目前，微生物质谱鉴定，尤其是 MALDI-TOF MS，也已广泛用于肺炎克雷伯菌鉴定。常见质谱系统通常能较好识别肺炎克雷伯菌，且具有速度快、通量高、操作简便等优点。我国出入境检验检疫体系中也可见 MALDI-TOF MS 法用于出口食品中肺炎克雷伯氏菌快速筛选的相关方法。

需要注意的是，肺炎克雷伯菌与部分近缘克雷伯菌、产酸克雷伯菌、变栖克雷伯菌等在某些系统中可能存在鉴定接近或数据库依赖问题。对于重要监测菌株、疑似高毒力菌株或耐药风险菌株，必要时可结合分子检测、全基因组测序或耐药基因检测进一步确认。

八、典型结果判断流程

检验阶段	典型表现	判断意义
PBS 增菌	36℃±1℃培养 8～18 h	促进样品中目标菌复苏和增殖
麦康凯分离	淡粉色、大而隆起、光滑湿润、黏液状菌落	提示乳糖发酵型可疑克雷伯菌
血平板纯化	白色或略透明、大菌落、湿润黏液状、不溶血	支持肺炎克雷伯菌可疑特征
革兰染色	短粗革兰氏阴性杆菌，无芽孢	排除明显不符合形态的菌
生化或质谱鉴定	鉴定为 K. pneumoniae	可报告检出肺炎克雷伯菌

最终结果应以纯化菌株的生化鉴定或质谱鉴定为准，不能仅凭麦康凯或血平板菌落形态判定。

九、操作中的关键质控点

首先，样品均质必须充分。食品样品中的细菌分布可能不均，尤其是固体、粉末、肉制品、即食食品等，若均质不充分，会导致检出结果不稳定。

其次，麦康凯平板不能替代确认鉴定。粉红色黏液菌落只是可疑特征，其他乳糖发酵肠杆菌也可能表现相似。

第三，纯化必须充分。生化仪和质谱仪都要求使用纯培养物，混合菌会导致错误鉴定或低置信度结果。

第四，挑取菌落数量要足够。建议从麦康凯平板挑取 3～5 个典型或可疑菌落，分别纯化鉴定，降低漏检风险。

第五，培养时间要规范。24 h 可观察典型菌落，48 h 可能出现融合现象；若培养过久，菌落形态可能失去参考价值，也增加污染和误判风险。

第六，鉴定结果要结合形态学判断。若质谱或生化结果与菌落形态、革兰染色完全不一致，应复核纯化过程、样本编号和仪器数据库。

十、与培养基质量相关的注意事项

PBS 应无菌、pH 合适、无沉淀或污染。
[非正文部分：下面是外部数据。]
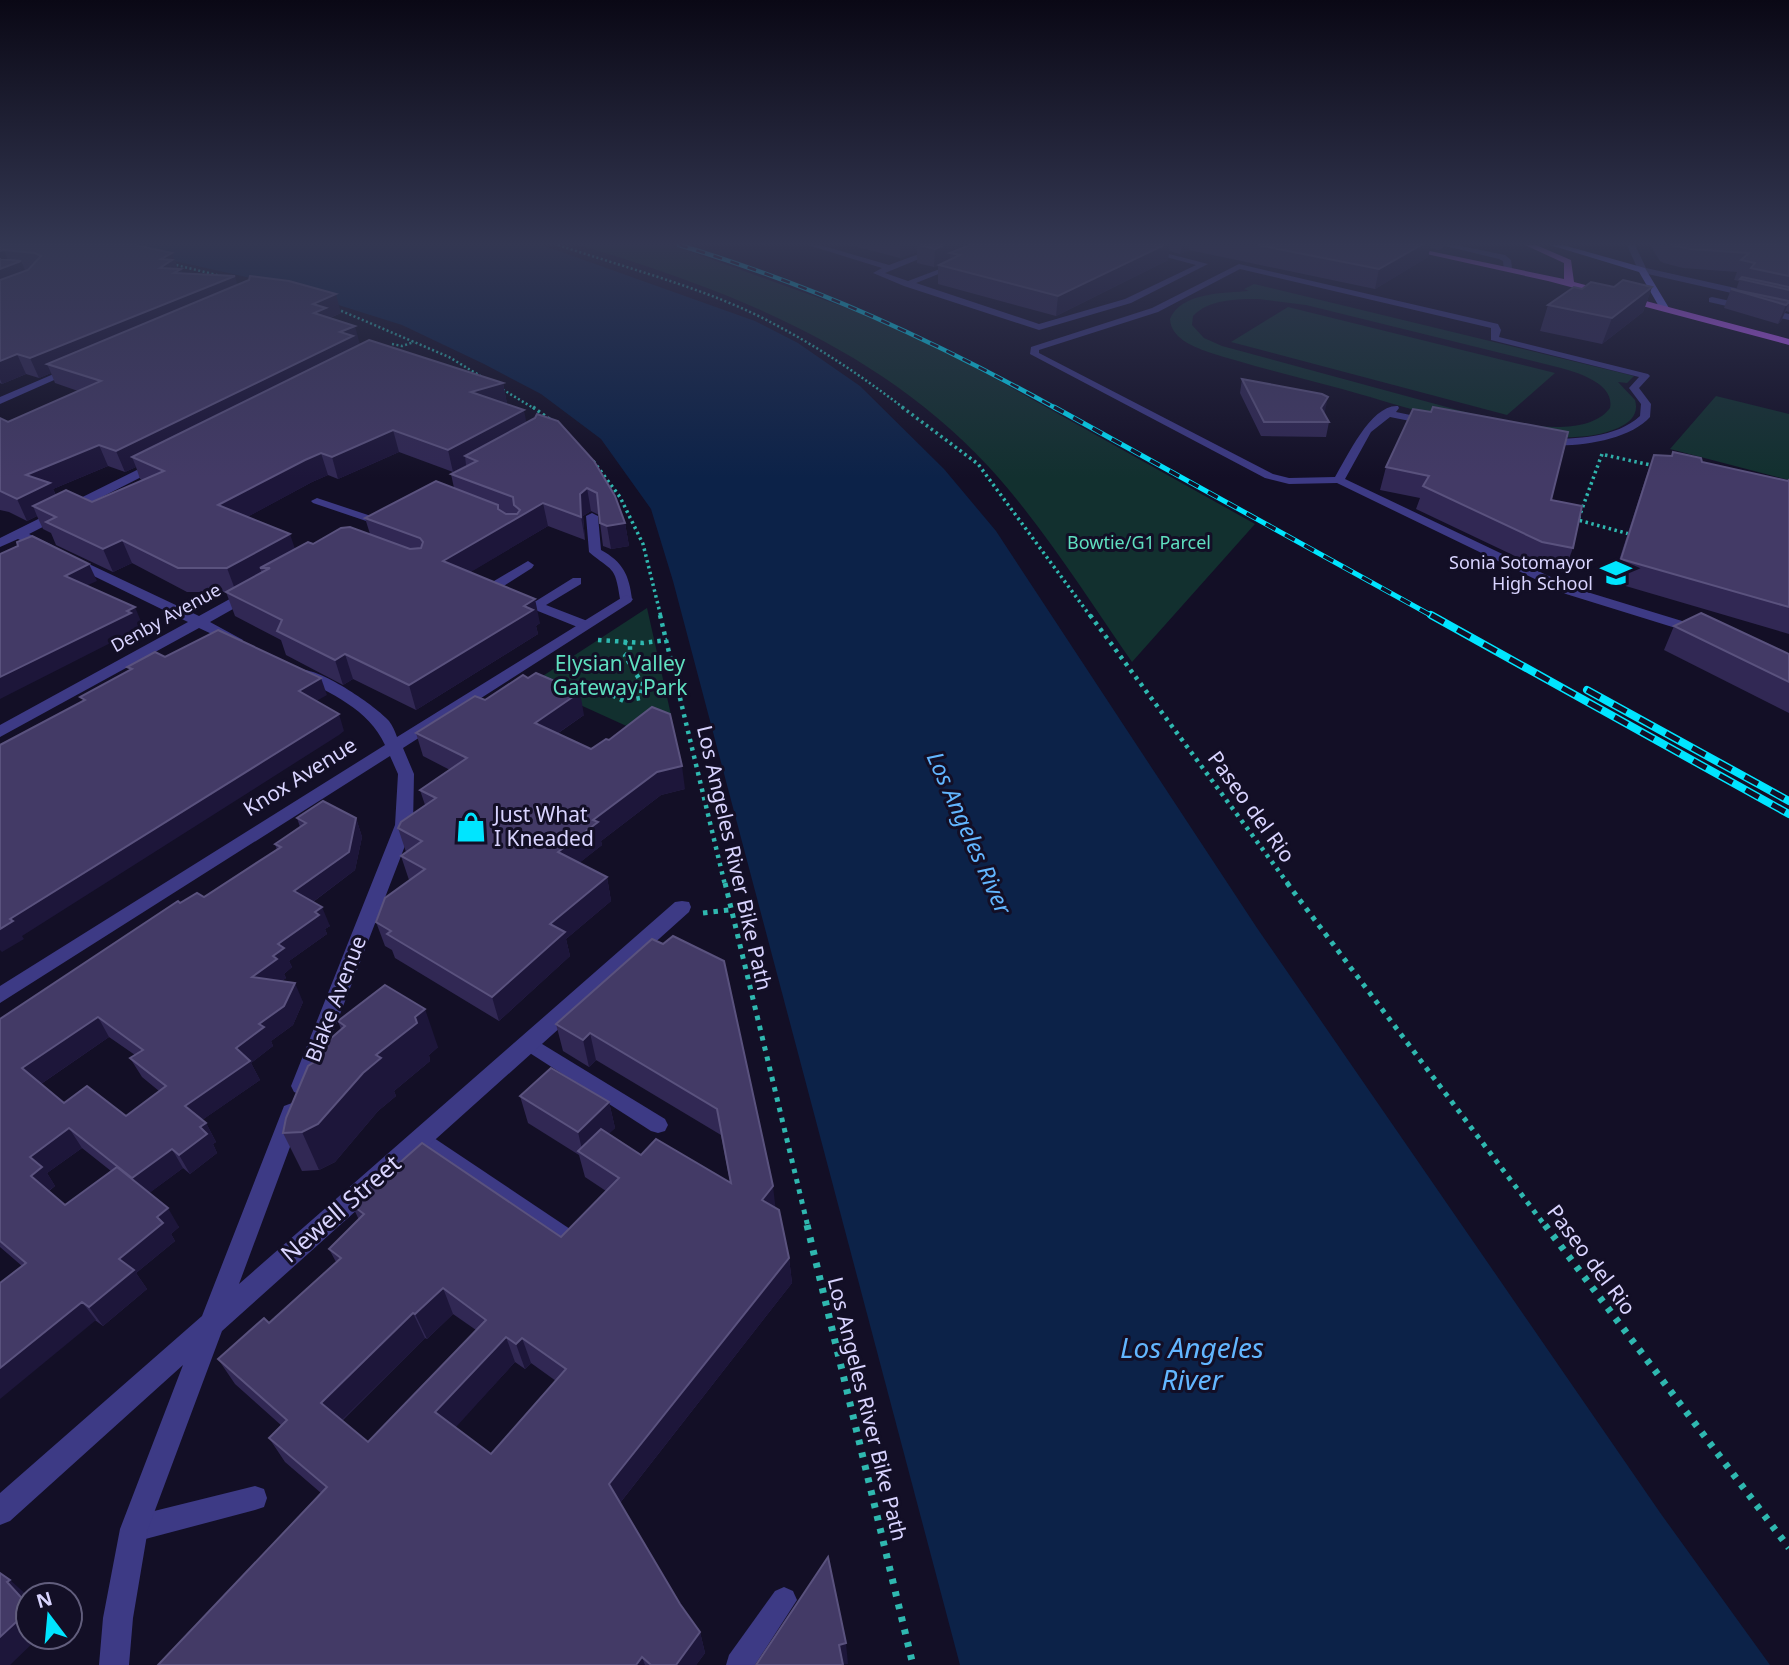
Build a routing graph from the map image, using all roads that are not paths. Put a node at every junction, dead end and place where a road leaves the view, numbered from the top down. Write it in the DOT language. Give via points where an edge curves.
graph roads {
  1 [pos="1026,323"];
  2 [pos="1054,323"];
  3 [pos="1116,323"];
  4 [pos="1481,323"];
  5 [pos="1719,323"];
  6 [pos="1788,340"];
  7 [pos="90,363"];
  8 [pos="0,401"];
  9 [pos="1442,424"];
  10 [pos="1536,442"];
  11 [pos="168,458"];
  12 [pos="1339,480"];
  13 [pos="317,501"];
  14 [pos="592,516"];
  15 [pos="384,519"];
  16 [pos="359,533"];
  17 [pos="19,534"];
  18 [pos="0,543"];
  19 [pos="528,565"];
  20 [pos="577,582"];
  21 [pos="268,583"];
  22 [pos="626,599"];
  23 [pos="537,606"];
  24 [pos="198,622"];
  25 [pos="585,625"];
  26 [pos="1707,633"];
  27 [pos="256,651"];
  28 [pos="280,662"];
  29 [pos="0,732"];
  30 [pos="394,745"];
  31 [pos="682,907"];
  32 [pos="0,996"];
  33 [pos="529,1044"];
  34 [pos="658,1125"];
  35 [pos="422,1138"];
  36 [pos="563,1236"];
  37 [pos="209,1326"];
  38 [pos="255,1498"];
  39 [pos="0,1511"];
  40 [pos="134,1528"];
  41 [pos="784,1600"];
  42 [pos="114,1665"];
  43 [pos="739,1665"];
  1 -- 2 [label="lane" via="1039,327"];
  3 -- 12 [label="lane" via="1034,349 1035,354 1269,476 1289,481"];
  4 -- 10 [label="lane" via="1495,326 1494,338 1645,376 1634,388 1646,409 1635,426 1595,440"];
  5 -- 6 [label="main road"];
  7 -- 8 [label="street"];
  9 -- 12 [label="lane" via="1391,410 1367,430"];
  11 -- 17 [label="street"];
  12 -- 26 [label="lane" via="1570,591"];
  13 -- 15 [label="lane"];
  14 -- 22 [label="lane" via="595,552 616,562"];
  15 -- 16 [label="street"];
  17 -- 18 [label="street"];
  17 -- 24 [label="street"];
  19 -- 23 [label="lane" via="495,589"];
  20 -- 23 [label="lane"];
  21 -- 24 [label="street, Denby Avenue"];
  22 -- 25 [label="street, Knox Avenue"];
  23 -- 25 [label="lane"];
  24 -- 27 [label="street"];
  24 -- 29 [label="street, Denby Avenue"];
  25 -- 30 [label="street, Knox Avenue"];
  28 -- 30 [label="street, Blake Avenue" via="349,696 384,725"];
  30 -- 32 [label="street, Knox Avenue"];
  30 -- 37 [label="street, Blake Avenue" via="406,774 404,825"];
  31 -- 33 [label="street, Newell Street"];
  33 -- 34 [label="lane"];
  33 -- 35 [label="street, Newell Street"];
  35 -- 36 [label="lane"];
  35 -- 37 [label="street, Newell Street"];
  37 -- 39 [label="street, Newell Street"];
  37 -- 40 [label="street, Blake Avenue"];
  38 -- 40 [label="lane"];
  40 -- 42 [label="street, Blake Avenue"];
  41 -- 43 [label="lane"];
}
若 PBS 本身污染，会影响增菌和分离结果。麦康凯平板应颜色正常、表面干湿适中、无析水、无污染；培养基选择性和乳糖显色反应应通过质控菌株验证。血平板应新鲜、表面平整、无干裂、无溶血异常和污染。

麦康凯培养基如果选择性不足，背景菌可能过度生长；如果选择性过强或平板过干，目标菌可能生长较弱。血平板若保存不当，可能影响菌落黏液性观察和纯化效果。因此，培养基质量直接影响肺炎克雷伯菌筛选和鉴定准确性。

十一、小结

食品中肺炎克雷伯菌检验通常采用 PBS 增菌、麦康凯平板分离、血平板纯化、革兰染色镜检及生化或质谱鉴定的流程。肺炎克雷伯菌在麦康凯平板上常形成淡粉色、大而隆起、光滑湿润、黏液状菌落；在血平板上形成白色或略透明的大菌落，48 h 后易融合成胶水样菌苔，通常不溶血。

但菌落形态只能作为初筛依据。最终确认必须依赖纯培养物的生化鉴定、质谱鉴定或必要的分子方法。对于食品风险监测和实验室质量控制而言，规范的增菌、充分的纯化、准确的镜检和可靠的鉴定系统，是保证肺炎克雷伯菌检验结果准确的关键。